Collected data
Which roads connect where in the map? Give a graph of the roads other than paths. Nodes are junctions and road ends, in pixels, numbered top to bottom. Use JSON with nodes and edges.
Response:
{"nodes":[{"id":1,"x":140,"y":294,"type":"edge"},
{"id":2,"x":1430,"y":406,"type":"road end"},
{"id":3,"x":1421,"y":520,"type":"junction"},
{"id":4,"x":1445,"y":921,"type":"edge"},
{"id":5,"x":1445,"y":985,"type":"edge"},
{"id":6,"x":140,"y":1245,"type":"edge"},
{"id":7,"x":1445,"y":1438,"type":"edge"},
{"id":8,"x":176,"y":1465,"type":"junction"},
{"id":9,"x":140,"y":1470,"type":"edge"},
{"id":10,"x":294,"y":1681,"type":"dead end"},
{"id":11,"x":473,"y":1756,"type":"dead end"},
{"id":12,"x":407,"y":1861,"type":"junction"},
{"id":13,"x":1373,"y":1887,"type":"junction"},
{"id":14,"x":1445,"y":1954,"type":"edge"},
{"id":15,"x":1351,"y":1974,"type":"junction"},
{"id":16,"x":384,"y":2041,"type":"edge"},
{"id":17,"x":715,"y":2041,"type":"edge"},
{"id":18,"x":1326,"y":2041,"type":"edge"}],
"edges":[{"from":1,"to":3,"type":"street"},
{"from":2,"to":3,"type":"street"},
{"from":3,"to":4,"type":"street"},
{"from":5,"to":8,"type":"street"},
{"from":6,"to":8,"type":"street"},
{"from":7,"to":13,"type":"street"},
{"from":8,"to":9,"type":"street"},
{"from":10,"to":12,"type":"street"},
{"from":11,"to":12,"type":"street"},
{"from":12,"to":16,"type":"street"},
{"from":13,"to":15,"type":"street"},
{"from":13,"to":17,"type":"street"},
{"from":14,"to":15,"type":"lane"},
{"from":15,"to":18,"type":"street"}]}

> **WHAT YOU NEED TO DO**:
Restate the whole set of entries exactly.

> **RESULT FOR THIS TASK**:
Which roads connect where in the map? Give a graph of the roads other than paths. Nodes are junctions and road ends, in pixels, numbered top to bottom. Use JSON with nodes and edges.
Response:
{"nodes":[{"id":1,"x":140,"y":294,"type":"edge"},
{"id":2,"x":1430,"y":406,"type":"road end"},
{"id":3,"x":1421,"y":520,"type":"junction"},
{"id":4,"x":1445,"y":921,"type":"edge"},
{"id":5,"x":1445,"y":985,"type":"edge"},
{"id":6,"x":140,"y":1245,"type":"edge"},
{"id":7,"x":1445,"y":1438,"type":"edge"},
{"id":8,"x":176,"y":1465,"type":"junction"},
{"id":9,"x":140,"y":1470,"type":"edge"},
{"id":10,"x":294,"y":1681,"type":"dead end"},
{"id":11,"x":473,"y":1756,"type":"dead end"},
{"id":12,"x":407,"y":1861,"type":"junction"},
{"id":13,"x":1373,"y":1887,"type":"junction"},
{"id":14,"x":1445,"y":1954,"type":"edge"},
{"id":15,"x":1351,"y":1974,"type":"junction"},
{"id":16,"x":384,"y":2041,"type":"edge"},
{"id":17,"x":715,"y":2041,"type":"edge"},
{"id":18,"x":1326,"y":2041,"type":"edge"}],
"edges":[{"from":1,"to":3,"type":"street"},
{"from":2,"to":3,"type":"street"},
{"from":3,"to":4,"type":"street"},
{"from":5,"to":8,"type":"street"},
{"from":6,"to":8,"type":"street"},
{"from":7,"to":13,"type":"street"},
{"from":8,"to":9,"type":"street"},
{"from":10,"to":12,"type":"street"},
{"from":11,"to":12,"type":"street"},
{"from":12,"to":16,"type":"street"},
{"from":13,"to":15,"type":"street"},
{"from":13,"to":17,"type":"street"},
{"from":14,"to":15,"type":"lane"},
{"from":15,"to":18,"type":"street"}]}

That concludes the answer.